Anche lei ha fatto una scissione. Immagino capirà le ragioni di Conte, che cerca agibilità politica.
Io me ne sono andato da solo per non avere a che fare con i 5S. Senza pandemia Conte non esisterebbe, sarebbe uno dei tanti trasformisti di cui è piena l’Italia. Ma lo ricorda che prima del Covid stava cadendo sulla prescrizione? È ovvio che l’emergenza ti dà popolarità. Quel che non è ovvio è che il Pd, perennemente subalterno ai Papi stranieri, lo abbia incoronato.

La vulgata è: Conte rappresenta un Movimento democratico, progressista, alleato del Pd, Grillo è quello dei Vaffa. Grillo però è quello che impone Draghi ai suoi mentre Conte voleva votare. Come se ne esce?
Tempo sprecato. Il tempo utile è, per il centrosinistra, andarsi a cercare i voti. Reggersi in piedi con quelli di un altro non mi pare una linea. Sa quale è il dramma? Pensare di non avere più la forza di vincere. Francamente, pensavo meglio: Letta mi ha deluso, è staccato dalla realtà.

Era meglio Zingaretti?
Forse sì. Almeno non proponeva cose che non vedranno mai la luce, tipo il voto ai sedicenni e la dote ai diciottenni o si arrovellava sull’inginocchiamento della nazionale.

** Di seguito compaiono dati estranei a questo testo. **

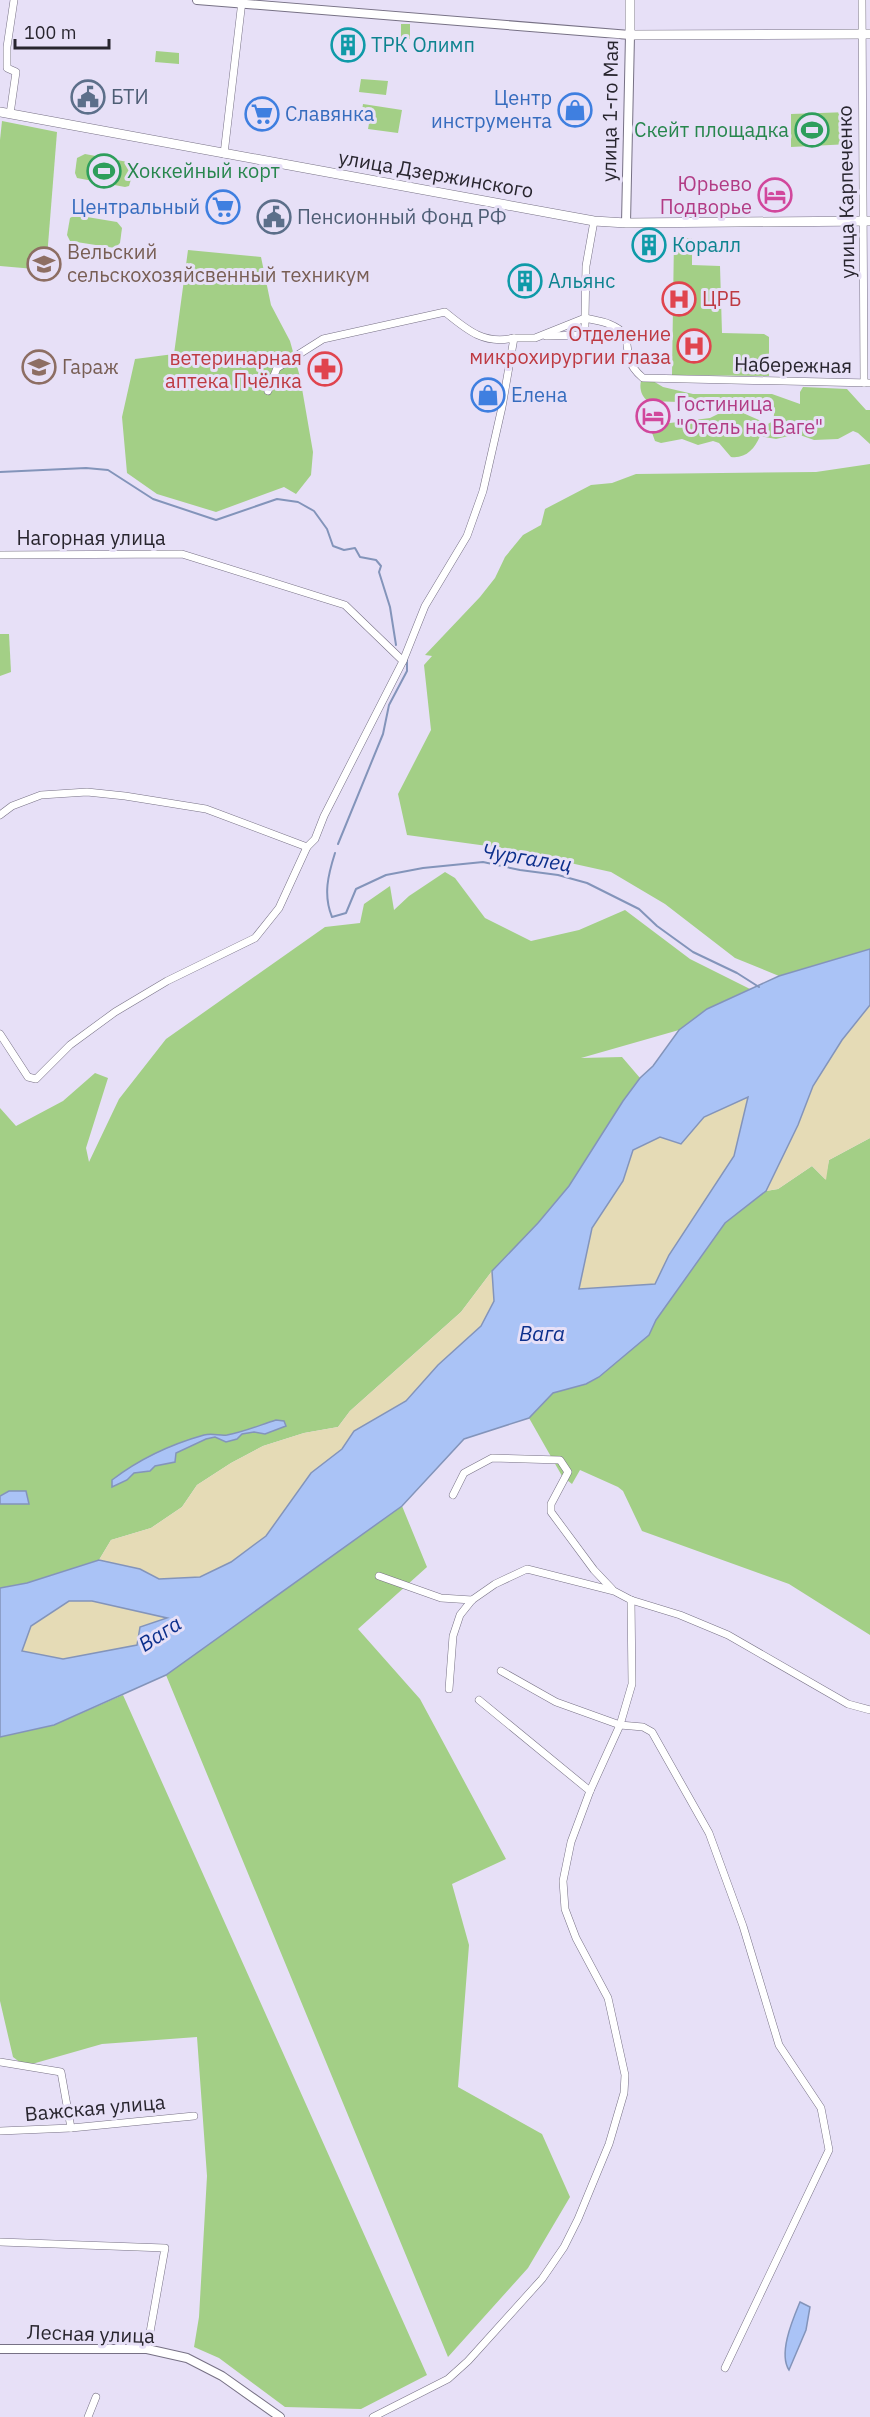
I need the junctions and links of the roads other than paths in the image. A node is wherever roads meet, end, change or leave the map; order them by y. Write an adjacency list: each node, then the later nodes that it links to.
1 (14, 0): 8 (street)
2 (197, 0): 5 (street)
3 (630, 0): 7 (main road, улица 1-го Мая)
4 (862, 0): 6 (street, улица Карпеченко)
5 (242, 2): 7 (street); 9 (street)
6 (866, 34): 7 (main road); 11 (street, улица Карпеченко)
7 (630, 35): 12 (street, улица 1-го Мая)
8 (5, 113): 9 (main road, улица Дзержинского)
9 (224, 154): 10 (main road, улица Дзержинского)
10 (594, 221): 12 (main road, улица Дзержинского); 13 (street)
11 (866, 221): 12 (main road, улица Дзержинского); 16 (street, улица Карпеченко)
12 (626, 223)
13 (585, 318): 14 (street); 14 (street); 16 (street, Набережная)
14 (541, 336): 15 (street)
15 (514, 338): 17 (street); 19 (street)
16 (867, 383)
17 (268, 391)
18 (0, 555): 19 (street, Нагорная улица)
19 (403, 661): 21 (street)
20 (0, 815): 21 (street)
21 (307, 847): 22 (street)
22 (0, 1034)
23 (453, 1495): 25 (street)
24 (379, 1576): 27 (street)
25 (614, 1591): 26 (street); 27 (street)
26 (631, 1599): 31 (street); 32 (street)
27 (472, 1600): 29 (street)
28 (501, 1671): 32 (street)
29 (449, 1689)
30 (479, 1700): 33 (street)
31 (870, 1710)
32 (620, 1725): 33 (street); 41 (street)
33 (590, 1791): 45 (street)
34 (0, 2062): 36 (street)
35 (194, 2116): 36 (street, Важская улица)
36 (71, 2128): 37 (street, Важская улица)
37 (0, 2131)
38 (0, 2242): 40 (street)
39 (0, 2349): 40 (street, Лесная улица)
40 (147, 2349): 43 (street, Лесная улица)
41 (725, 2368)
42 (96, 2397): 44 (street)
43 (276, 2414)
44 (88, 2417)
45 (373, 2417)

Lei dirà: è la conferma che avevo ragione, quando uscii dal Pd in nome della contrarietà all’alleanza con i Cinque Stelle.
Direi.

Faccio l’avvocato del diavolo: è il contrario. Se non ci fosse quell’alleanza non sarebbero esplose le contraddizioni lì dentro.
Eh no, mica vale. Avevano detto che era il “punto di riferimento dei riformisti”, mica il punto di riferimento delle contraddizioni. Che capolavoro: lo hanno reso più popolare nel Pd che tra i suoi. Vediamo chi lo segue…

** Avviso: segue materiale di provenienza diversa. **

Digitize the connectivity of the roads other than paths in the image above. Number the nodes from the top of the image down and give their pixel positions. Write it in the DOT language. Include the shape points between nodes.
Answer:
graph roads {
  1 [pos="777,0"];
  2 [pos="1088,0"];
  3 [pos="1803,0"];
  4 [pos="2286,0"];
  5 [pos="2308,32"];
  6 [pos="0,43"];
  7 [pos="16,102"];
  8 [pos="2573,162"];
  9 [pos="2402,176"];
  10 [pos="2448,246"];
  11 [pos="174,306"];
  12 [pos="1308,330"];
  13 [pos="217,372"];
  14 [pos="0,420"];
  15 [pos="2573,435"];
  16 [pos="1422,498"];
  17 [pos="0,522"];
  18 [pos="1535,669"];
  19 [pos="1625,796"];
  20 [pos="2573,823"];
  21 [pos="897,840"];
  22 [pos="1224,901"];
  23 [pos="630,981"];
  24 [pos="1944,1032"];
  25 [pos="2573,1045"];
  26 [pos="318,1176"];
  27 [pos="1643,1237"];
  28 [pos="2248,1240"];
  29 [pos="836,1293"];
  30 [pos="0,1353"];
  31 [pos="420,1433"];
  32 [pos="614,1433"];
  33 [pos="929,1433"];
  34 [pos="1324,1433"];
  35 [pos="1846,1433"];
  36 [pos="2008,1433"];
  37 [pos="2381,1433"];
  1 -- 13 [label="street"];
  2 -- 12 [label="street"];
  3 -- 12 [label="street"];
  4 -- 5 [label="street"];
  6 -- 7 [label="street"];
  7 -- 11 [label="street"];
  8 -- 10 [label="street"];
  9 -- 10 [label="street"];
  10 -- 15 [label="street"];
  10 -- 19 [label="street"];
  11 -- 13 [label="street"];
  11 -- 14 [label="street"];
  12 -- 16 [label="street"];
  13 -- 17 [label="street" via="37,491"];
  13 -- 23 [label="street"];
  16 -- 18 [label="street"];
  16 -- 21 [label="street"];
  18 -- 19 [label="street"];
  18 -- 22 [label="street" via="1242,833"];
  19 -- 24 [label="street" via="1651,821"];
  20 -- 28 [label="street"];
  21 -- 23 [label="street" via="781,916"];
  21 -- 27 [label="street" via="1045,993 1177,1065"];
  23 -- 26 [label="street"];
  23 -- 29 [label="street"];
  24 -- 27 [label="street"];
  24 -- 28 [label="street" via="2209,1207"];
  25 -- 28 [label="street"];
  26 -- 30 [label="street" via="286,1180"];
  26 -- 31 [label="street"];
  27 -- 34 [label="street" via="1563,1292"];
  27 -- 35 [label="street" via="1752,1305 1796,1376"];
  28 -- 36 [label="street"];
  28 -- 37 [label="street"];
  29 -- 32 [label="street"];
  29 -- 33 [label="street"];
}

Diciamocelo, siamo ancora dentro il default che ha prodotto il governo Draghi, è lo stesso film.
Esatto, il default di una legislatura, che nasce dalla sottomissione, unica in Europa, di popolari e socialdemocratici ai populisti. Invece di rinnovarsi e andare a cercare i voti respingendo gli estremisti, Pd e forza Italia si sono sottomessi a Conte e Salvini.

Arriviamo al “che fare”.
Organizzare un contrasto dei popolari, socialdemocratici e liberali. Io dico: caro Letta, abbandona la subalternità al Movimento o a Conte che sono lo stesso tipo di frutto avvelenato e andiamo in mare aperto a cercare voti di riformisti e popolari insieme a chi in Forza Italia, ci sta come la Carfagna e altri, a Sala che sta facendo un gran lavoro nei Verdi.

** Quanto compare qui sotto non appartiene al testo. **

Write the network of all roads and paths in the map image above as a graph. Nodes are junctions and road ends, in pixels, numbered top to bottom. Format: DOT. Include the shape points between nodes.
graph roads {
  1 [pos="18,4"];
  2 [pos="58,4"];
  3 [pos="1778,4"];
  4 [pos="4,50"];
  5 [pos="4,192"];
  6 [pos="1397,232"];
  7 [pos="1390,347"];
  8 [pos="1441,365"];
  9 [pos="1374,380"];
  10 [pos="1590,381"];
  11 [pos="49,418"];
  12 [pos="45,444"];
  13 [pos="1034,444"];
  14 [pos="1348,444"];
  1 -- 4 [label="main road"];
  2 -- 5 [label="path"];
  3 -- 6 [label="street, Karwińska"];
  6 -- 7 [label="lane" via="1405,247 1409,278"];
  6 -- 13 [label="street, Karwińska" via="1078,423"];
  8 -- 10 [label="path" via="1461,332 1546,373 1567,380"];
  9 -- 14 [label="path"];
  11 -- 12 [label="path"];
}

Un po’ pochino. Basta una somma di sigle oppure è il momento di andare oltre queste sigle? Insomma, il momento di una mossa del cavallo che sparigli e parli anche a quel mondo dei Cinque Stelle che sta implodendo?
Io penso che l’unica cosa che rimane al Pd è la sua sigla. Tanti elettori ci riconoscono, hanno un rapporto sentimentale, non si tratta di cambiare i nomi ma di ritrovare i valori.

Ma lei, se ci fosse un congresso, rientrerebbe nel Pd?
No. Direi al Pd, chiaritevi le idee. L’obiettivo di Azione, che dopo le elezioni di ottobre metterà insieme un’area liberaldemocratica, non è mai stato di distruggere il Pd. L’Italia ha bisogno del Pd, ma non di questo Pd di capibastone furbi e codardi. Fatevi coraggio, che diamine.